From the fun of a parade to the sad death of local homeless woman Annette Montero, in Slant

America’s college football fans will look to Eugene at 12:30 pm Saturday, Sept. 23, when the Colorado Buffaloes visit the Ducks. Oregon and Colorado are both undefeated at 3-0 and ranked in the top 20. Colorado’s new coach, Deion “Coach Prime” Sanders, never met a spotlight he did not love, and the Ducks are not shy about drawing attention. 60 Minutes called Colorado the “unlikely epicenter of college football.” Can the Ducks steal the Buffs’ thunder?

Ballots for that janky Portland-based Recall Paul Holvey campaign have been mailed. Vote “no!” We need solid voices and votes like Holvey’s in the Legislature, not petulant recall campaigns. 


What we’re reading: Remarkably Bright Creatures by Shelby Van Pelt is charming, funny and heartbreaking by turn. The novel, set in Washington state — and partially narrated by a giant Pacific octopus, bringing in a waft of magical realism — looks at family, love and second, and third, chances. The audiobook version is deftly narrated for those who prefer a listen. 

Annette Montero, a homeless woman who died in 2019 under the wheels of a garbage truck as she slept on the pavement in an alley in Eugene, at last got a form of justice on Sept. 15 when a jury found Sanipac — owner of the truck — to be mostly responsible for Montero’s death. Sanipac’s initial evasions didn’t help its case, Montero’s lawyers said, and the company has been ordered to pay $360,000 to her family. Sanipac initially offered the family $9,999, the lawyers say. That sounds depressingly like a discount price for a human life.
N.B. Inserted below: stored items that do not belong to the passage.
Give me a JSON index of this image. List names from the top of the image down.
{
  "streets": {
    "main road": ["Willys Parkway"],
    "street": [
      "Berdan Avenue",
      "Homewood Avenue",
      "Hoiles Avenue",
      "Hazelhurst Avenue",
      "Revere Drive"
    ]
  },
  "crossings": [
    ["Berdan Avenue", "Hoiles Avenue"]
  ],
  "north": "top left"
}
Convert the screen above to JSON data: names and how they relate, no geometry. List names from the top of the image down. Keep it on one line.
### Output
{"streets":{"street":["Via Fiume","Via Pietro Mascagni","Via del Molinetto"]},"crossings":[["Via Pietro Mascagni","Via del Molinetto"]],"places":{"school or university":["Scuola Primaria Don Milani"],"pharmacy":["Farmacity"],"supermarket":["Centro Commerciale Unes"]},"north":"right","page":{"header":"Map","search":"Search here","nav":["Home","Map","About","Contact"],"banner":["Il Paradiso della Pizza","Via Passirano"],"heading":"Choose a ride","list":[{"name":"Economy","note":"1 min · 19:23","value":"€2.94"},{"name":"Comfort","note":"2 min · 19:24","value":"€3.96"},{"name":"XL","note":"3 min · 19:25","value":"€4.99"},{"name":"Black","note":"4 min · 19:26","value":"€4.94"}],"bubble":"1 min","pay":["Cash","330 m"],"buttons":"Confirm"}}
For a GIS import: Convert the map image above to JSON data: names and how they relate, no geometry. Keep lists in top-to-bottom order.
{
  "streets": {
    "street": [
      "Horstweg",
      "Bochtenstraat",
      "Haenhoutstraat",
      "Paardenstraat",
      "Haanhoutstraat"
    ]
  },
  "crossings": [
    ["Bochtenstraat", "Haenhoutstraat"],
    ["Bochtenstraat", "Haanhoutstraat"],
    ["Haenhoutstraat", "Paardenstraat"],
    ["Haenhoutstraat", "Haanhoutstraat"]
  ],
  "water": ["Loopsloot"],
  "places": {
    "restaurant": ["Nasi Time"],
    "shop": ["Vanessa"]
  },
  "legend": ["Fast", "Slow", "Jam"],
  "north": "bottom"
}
Read about the settlement at

The Wall Street Journal article, in print and online, “Inside Exxon’s Strategy to Downplay Climate Change,” should be required reading for every American. It tells how Exxon has known for a long time the damage that fossil fuels are doing to the climate but had a strategy to downplay it. The WSJ says that Exxon currently plans to spend $25 billion a year in capital expenditures through 2027, mostly on oil and gas. Ponder that the next time an unseasonable and unsustainable hot, dry day filled with wildfire smoke hits Oregon.

We have been asking for a parade and there’s one being planned! At 7 pm Saturday, Oct. 14, there will be a “human and electric powered parade of Eugene’s unique quirk” from downtown Eugene to the 5th Street Public Market. Parade entries are being accepted through Sept. 30 and must be human or electric-powered and can include marchers, dancers, creative lighting, costumes, bicycles, strollers, wagons, animals and musicians. Find out more at

With Lucy Vinis’ recent announcement that she will not be running for mayor again, we should think about what we want our next mayor to do. Send us your ideas —  — and we will put them out there for all to see, and then see what the new mayor does about them. Kaarin Knudson has thrown her hat into the ring, and you can see our story on her candidacy at An architect, city planner and former Oregon track star, she could get plenty done.

On Sept. 15, the state Fish and Wildlife Commission voted unanimously to prohibit wildlife killing contests for coyotes and other species classified as unprotected mammals in Oregon. In wildlife killing contests, the participants compete for cash and prizes for killing the most, the biggest and the smallest coyotes and other wildlife within a set time period. Eugene’s Cascadia Wildlands and Predator Defense were among the groups advocating for the ban.

Congratulations to Bill Rauch, former artistic director of the Oregon Shakespeare Festival, whose vision helped New York City’s new $500 million Perelman Performing Arts Center — where he was named inaugural artistic director in 2018 — to make its glittery debut this week at Ground Zero. Rauch, who in his decade at OSF transformed that distinguished regional theater into one known nationally, had this to say when asked by The New York Times whether the Big Apple now has one too many big performing arts centers: “When every man, woman and child who lives in the five boroughs of New York City has a life that is saturated in performing arts, then we can begin to talk about whether there’s too much.” Way to go, Bill!